The Danube Region has changed dramatically. Most recently, there have been the 2004 and 2007 waves of EU enlargement. The world’s most international river basin is now largely a European Union (EU) space. There are new opportunities to address its challenges and potential, especially to reinforce its efforts to overcome the economic crisis in a sustainable manner. Socio-economic development, competitiveness, environmental management and resource efficient growth can be improved, security and transport corridors modernised. The Danube can open the EU to its near neighbours, the Black Sea region, the South Caucasus and Central Asia. An EU Strategy for the Danube Region can contribute to EU objectives, reinforcing major EU policy initiatives, especially the Europe 2020 strategy.

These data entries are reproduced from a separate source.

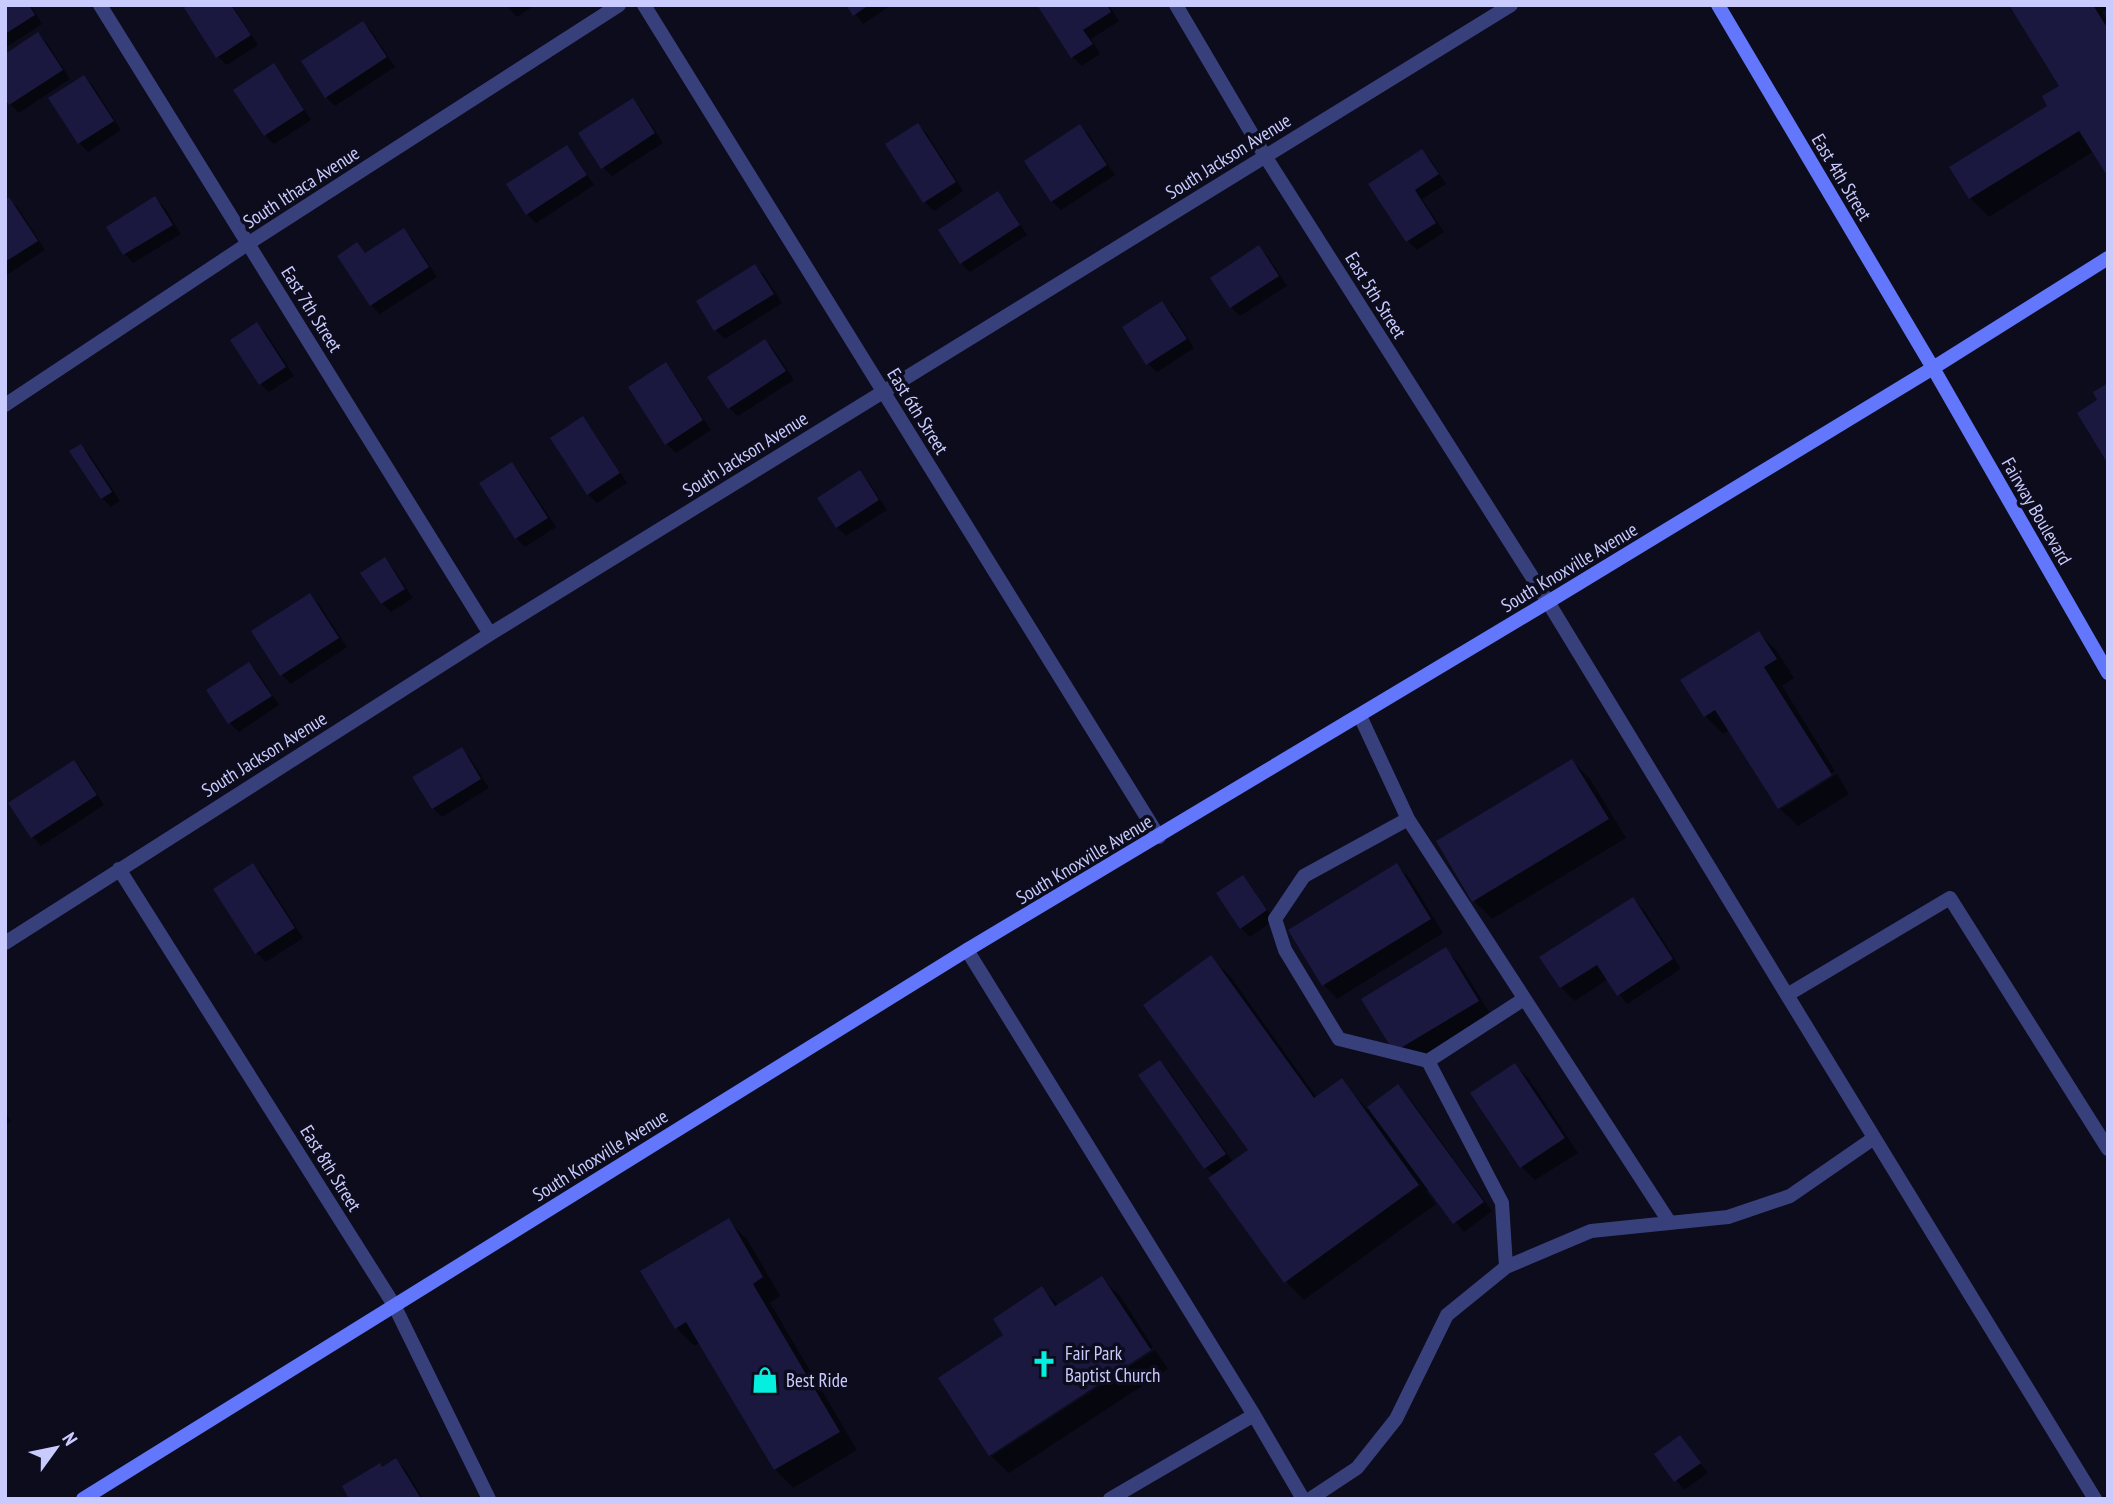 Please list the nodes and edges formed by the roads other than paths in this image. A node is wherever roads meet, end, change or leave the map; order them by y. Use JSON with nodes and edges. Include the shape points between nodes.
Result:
{"nodes":[{"id":1,"x":100,"y":5,"type":"edge"},
{"id":2,"x":619,"y":5,"type":"edge"},
{"id":3,"x":644,"y":5,"type":"edge"},
{"id":4,"x":1176,"y":5,"type":"edge"},
{"id":5,"x":1511,"y":5,"type":"edge"},
{"id":6,"x":1718,"y":5,"type":"edge"},
{"id":7,"x":1265,"y":156,"type":"junction"},
{"id":8,"x":248,"y":243,"type":"junction"},
{"id":9,"x":2108,"y":258,"type":"edge"},
{"id":10,"x":1933,"y":368,"type":"junction"},
{"id":11,"x":883,"y":391,"type":"junction"},
{"id":12,"x":5,"y":405,"type":"edge"},
{"id":13,"x":1548,"y":602,"type":"junction"},
{"id":14,"x":490,"y":634,"type":"junction"},
{"id":15,"x":2108,"y":673,"type":"edge"},
{"id":16,"x":1360,"y":716,"type":"junction"},
{"id":17,"x":1408,"y":818,"type":"junction"},
{"id":18,"x":1159,"y":837,"type":"junction"},
{"id":19,"x":119,"y":869,"type":"junction"},
{"id":20,"x":5,"y":943,"type":"edge"},
{"id":21,"x":967,"y":950,"type":"junction"},
{"id":22,"x":1787,"y":995,"type":"junction"},
{"id":23,"x":1524,"y":999,"type":"junction"},
{"id":24,"x":1428,"y":1061,"type":"junction"},
{"id":25,"x":1874,"y":1138,"type":"junction"},
{"id":26,"x":2108,"y":1149,"type":"edge"},
{"id":27,"x":1670,"y":1223,"type":"junction"},
{"id":28,"x":1506,"y":1268,"type":"junction"},
{"id":29,"x":394,"y":1305,"type":"junction"},
{"id":30,"x":1254,"y":1415,"type":"junction"},
{"id":31,"x":83,"y":1499,"type":"edge"},
{"id":32,"x":489,"y":1499,"type":"edge"},
{"id":33,"x":1110,"y":1499,"type":"edge"},
{"id":34,"x":1303,"y":1499,"type":"edge"},
{"id":35,"x":1310,"y":1499,"type":"edge"},
{"id":36,"x":2095,"y":1499,"type":"edge"}],
"edges":[{"from":1,"to":8,"type":"street","name":"East 7th Street"},
{"from":2,"to":8,"type":"street","name":"South Ithaca Avenue"},
{"from":3,"to":11,"type":"street","name":"East 6th Street"},
{"from":4,"to":7,"type":"street","name":"East 5th Street"},
{"from":5,"to":7,"type":"street","name":"South Jackson Avenue"},
{"from":6,"to":10,"type":"main road","name":"East 4th Street"},
{"from":7,"to":11,"type":"street","name":"South Jackson Avenue"},
{"from":7,"to":13,"type":"street","name":"East 5th Street"},
{"from":8,"to":12,"type":"street","name":"South Ithaca Avenue"},
{"from":8,"to":14,"type":"street","name":"East 7th Street"},
{"from":9,"to":10,"type":"main road","name":"South Knoxville Avenue"},
{"from":10,"to":13,"type":"main road","name":"South Knoxville Avenue"},
{"from":10,"to":15,"type":"main road","name":"Fairway Boulevard"},
{"from":11,"to":14,"type":"street","name":"South Jackson Avenue"},
{"from":11,"to":18,"type":"street","name":"East 6th Street"},
{"from":13,"to":16,"type":"main road","name":"South Knoxville Avenue"},
{"from":13,"to":22,"type":"street","name":"East 5th Street"},
{"from":14,"to":19,"type":"street","name":"South Jackson Avenue"},
{"from":16,"to":17,"type":"street"},
{"from":16,"to":18,"type":"main road","name":"South Knoxville Avenue"},
{"from":17,"to":23,"type":"street"},
{"from":17,"to":24,"type":"street","via":[[1304,876],[1275,919],[1285,950],[1339,1039]]},
{"from":18,"to":21,"type":"main road","name":"South Knoxville Avenue"},
{"from":19,"to":20,"type":"street","name":"South Jackson Avenue"},
{"from":19,"to":29,"type":"street","name":"East 8th Street"},
{"from":21,"to":29,"type":"main road","name":"South Knoxville Avenue"},
{"from":21,"to":30,"type":"street"},
{"from":22,"to":25,"type":"street","name":"East 5th Street"},
{"from":22,"to":26,"type":"street","via":[[1951,898]]},
{"from":23,"to":24,"type":"street"},
{"from":23,"to":27,"type":"street"},
{"from":24,"to":28,"type":"street","via":[[1502,1203]]},
{"from":25,"to":27,"type":"street","via":[[1790,1196],[1728,1217]]},
{"from":25,"to":36,"type":"street","name":"East 5th Street"},
{"from":27,"to":28,"type":"street","via":[[1591,1231]]},
{"from":28,"to":35,"type":"street","via":[[1447,1315],[1396,1419],[1357,1468]]},
{"from":29,"to":31,"type":"main road","name":"South Knoxville Avenue"},
{"from":29,"to":32,"type":"street","name":"East 8th Street"},
{"from":30,"to":33,"type":"street"},
{"from":30,"to":34,"type":"street"}]}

The Danube Region is a functional area defined by its river basin. Cooperation bodies such as the Danube Commission and the International Commission for the Protection of the Danube River address specific issues. The Strategy widens this approach to tackle priorities in an integrated way. Geographically it concerns primarily but not exclusively: Germany (Baden-
Württemberg and Bavaria), Austria, the Slovak Republic, the Czech Republic, Hungary, Slovenia, Romania and Bulgaria within the EU, and Croatia, Serbia, Bosnia and Herzegovina, Montenegro, the Republic of Moldova and Ukraine (the regions along the Danube) outside. The Strategy remains open to other partners in the Region. Since the Danube flows into the Black Sea, it should be coherent with Black Sea perspectives. With over 100 million people, and a fifth of EU surface, the area is vital for Europe.